Après avoir proclamé cette profession de foi, je continuai :

— À la Comédie-Française, jamais rien de désordonné, de tumultueux ; jamais cet imprévu que la vie donne aux expressions du visage, aux gestes, aux cris… toujours le même tragique figé, toujours le même froid comique.

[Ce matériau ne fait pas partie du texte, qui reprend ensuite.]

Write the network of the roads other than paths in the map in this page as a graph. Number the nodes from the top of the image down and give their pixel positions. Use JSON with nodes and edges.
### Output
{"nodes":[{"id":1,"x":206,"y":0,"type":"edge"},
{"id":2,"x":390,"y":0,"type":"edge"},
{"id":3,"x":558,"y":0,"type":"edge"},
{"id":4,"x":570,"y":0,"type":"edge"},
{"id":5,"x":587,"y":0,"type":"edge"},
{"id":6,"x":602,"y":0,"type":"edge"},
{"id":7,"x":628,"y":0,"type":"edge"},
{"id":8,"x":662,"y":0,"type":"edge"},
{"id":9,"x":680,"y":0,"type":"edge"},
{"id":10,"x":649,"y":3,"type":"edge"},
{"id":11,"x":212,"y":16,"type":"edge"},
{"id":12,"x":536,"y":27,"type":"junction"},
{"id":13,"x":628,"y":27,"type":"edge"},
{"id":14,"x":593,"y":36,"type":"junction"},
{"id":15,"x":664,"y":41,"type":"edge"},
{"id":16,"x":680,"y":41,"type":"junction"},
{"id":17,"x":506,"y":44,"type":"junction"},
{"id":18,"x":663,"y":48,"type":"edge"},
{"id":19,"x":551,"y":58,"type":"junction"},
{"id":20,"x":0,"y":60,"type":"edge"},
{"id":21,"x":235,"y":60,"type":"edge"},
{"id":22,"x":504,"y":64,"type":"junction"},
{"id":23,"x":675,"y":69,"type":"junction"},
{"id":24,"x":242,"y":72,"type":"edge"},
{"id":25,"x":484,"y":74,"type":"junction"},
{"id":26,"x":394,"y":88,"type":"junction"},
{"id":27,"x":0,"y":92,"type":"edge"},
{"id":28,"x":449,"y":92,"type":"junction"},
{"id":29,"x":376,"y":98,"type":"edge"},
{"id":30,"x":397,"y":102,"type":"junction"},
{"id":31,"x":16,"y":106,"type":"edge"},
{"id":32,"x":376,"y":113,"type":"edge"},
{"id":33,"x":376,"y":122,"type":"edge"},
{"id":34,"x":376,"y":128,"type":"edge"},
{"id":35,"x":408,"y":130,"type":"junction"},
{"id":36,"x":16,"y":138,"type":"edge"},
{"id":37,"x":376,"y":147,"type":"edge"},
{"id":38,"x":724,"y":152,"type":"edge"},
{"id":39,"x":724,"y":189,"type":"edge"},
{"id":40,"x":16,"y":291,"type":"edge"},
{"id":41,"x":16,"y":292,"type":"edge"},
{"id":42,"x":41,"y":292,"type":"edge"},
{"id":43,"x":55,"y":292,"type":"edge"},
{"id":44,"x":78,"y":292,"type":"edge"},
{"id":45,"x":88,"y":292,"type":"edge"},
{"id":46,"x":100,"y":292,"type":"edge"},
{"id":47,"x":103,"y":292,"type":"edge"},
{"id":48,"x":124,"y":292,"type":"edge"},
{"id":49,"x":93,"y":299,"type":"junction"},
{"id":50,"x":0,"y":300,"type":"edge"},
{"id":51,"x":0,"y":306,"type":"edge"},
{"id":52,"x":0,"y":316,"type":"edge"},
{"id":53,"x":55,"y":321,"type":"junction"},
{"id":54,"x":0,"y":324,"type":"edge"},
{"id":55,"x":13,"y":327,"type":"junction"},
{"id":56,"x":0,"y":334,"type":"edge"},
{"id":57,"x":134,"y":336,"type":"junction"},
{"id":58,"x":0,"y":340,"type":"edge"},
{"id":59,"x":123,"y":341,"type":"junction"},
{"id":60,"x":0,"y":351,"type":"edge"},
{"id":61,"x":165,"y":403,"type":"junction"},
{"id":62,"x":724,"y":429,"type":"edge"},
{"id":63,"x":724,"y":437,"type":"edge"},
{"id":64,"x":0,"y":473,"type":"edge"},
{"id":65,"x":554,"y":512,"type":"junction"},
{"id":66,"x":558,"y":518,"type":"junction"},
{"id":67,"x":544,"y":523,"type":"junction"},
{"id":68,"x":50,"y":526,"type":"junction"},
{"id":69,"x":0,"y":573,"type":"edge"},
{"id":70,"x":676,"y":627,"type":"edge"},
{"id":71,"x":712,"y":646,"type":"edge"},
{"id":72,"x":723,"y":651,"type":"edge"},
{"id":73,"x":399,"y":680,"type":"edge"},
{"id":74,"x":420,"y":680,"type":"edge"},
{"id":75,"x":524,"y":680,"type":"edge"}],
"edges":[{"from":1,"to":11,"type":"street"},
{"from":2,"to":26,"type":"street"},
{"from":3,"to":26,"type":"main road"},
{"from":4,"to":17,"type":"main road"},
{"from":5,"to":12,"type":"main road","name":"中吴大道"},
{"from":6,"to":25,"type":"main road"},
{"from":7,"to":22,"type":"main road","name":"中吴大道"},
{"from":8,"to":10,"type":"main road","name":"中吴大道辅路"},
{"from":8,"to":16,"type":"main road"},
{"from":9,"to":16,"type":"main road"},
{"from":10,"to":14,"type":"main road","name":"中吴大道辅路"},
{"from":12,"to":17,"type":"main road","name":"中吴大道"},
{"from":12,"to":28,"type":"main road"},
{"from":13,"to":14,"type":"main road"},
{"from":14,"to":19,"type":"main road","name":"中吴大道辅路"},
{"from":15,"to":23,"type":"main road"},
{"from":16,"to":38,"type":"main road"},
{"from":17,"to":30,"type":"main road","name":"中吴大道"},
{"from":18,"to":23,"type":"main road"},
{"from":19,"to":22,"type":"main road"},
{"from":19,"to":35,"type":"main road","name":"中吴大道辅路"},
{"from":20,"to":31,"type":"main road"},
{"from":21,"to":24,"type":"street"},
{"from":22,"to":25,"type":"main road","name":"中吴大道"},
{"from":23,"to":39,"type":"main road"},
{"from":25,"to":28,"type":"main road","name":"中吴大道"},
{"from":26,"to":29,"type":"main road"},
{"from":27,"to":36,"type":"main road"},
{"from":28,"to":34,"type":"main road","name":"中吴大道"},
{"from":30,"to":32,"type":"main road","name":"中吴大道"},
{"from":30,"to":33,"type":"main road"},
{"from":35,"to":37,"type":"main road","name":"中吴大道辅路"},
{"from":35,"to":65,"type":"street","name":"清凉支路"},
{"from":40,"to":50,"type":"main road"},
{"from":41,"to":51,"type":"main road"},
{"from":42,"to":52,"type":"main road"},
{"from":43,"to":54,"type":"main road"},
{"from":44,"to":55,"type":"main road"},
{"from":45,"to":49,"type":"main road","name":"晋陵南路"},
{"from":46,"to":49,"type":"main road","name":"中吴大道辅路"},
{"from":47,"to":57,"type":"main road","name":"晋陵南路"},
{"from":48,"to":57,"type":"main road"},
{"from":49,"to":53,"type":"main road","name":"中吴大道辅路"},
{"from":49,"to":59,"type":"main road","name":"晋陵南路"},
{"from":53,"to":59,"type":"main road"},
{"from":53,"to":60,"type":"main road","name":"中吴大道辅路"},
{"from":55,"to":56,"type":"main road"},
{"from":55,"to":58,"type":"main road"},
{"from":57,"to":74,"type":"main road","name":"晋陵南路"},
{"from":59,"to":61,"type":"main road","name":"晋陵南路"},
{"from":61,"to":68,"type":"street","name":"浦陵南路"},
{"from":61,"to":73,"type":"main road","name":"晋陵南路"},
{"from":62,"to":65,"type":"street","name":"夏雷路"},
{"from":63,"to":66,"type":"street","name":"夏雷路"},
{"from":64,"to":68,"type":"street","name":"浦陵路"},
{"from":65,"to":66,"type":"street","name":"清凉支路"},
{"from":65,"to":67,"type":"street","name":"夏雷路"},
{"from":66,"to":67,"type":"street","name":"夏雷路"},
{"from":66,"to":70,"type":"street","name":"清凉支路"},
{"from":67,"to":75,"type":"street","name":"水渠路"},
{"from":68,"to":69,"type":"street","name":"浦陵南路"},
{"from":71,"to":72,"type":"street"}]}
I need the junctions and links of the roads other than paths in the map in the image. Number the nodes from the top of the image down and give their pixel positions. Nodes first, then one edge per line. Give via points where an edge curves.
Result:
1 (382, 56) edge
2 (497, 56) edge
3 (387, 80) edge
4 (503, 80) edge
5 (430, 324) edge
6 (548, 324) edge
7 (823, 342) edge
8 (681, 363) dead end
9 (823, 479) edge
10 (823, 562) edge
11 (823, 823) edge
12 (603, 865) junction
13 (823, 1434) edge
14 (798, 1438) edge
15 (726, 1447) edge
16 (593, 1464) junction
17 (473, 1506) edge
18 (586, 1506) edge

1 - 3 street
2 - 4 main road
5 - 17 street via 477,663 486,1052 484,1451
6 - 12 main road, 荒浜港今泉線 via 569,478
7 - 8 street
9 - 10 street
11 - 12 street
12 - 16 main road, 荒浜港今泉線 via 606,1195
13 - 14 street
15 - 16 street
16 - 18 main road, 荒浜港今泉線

On n’a jamais l’impression forte, nécessaire et émouvante, que ce soient des hommes, des femmes, réellement vivants, qui marchent, pleurent, ou souffrent, ou rient, sur cette scène glorieuse, mais bien des statues dont la voix – car ces statues parlent – est aussi froide et polie que le marbre dont elles sont faites. C’est une convention que je vous demande de substituer à une autre convention ? D’accord, et je sais que le théâtre ne vit que de conventions. Mais ces conventions, ne pourrait-on les rendre plus logiques et plus belles, en les rapprochant le plus possible de la nature, de la vie, en dehors de quoi il n’y a pas d’art… en dehors de quoi il n’y a rien… Non, m’échauffai-je, en répondant à un geste d’ailleurs vague, de M. Leygues, la Comédie-Française n’est pas réellement un théâtre ; c’est un musée… Notez que tous ces comédiens ont énormément de talent… Et s’ils ne l’emploient pas à quelque chose de plus auguste, la faute en est à l’éducation première qu’ils reçoivent…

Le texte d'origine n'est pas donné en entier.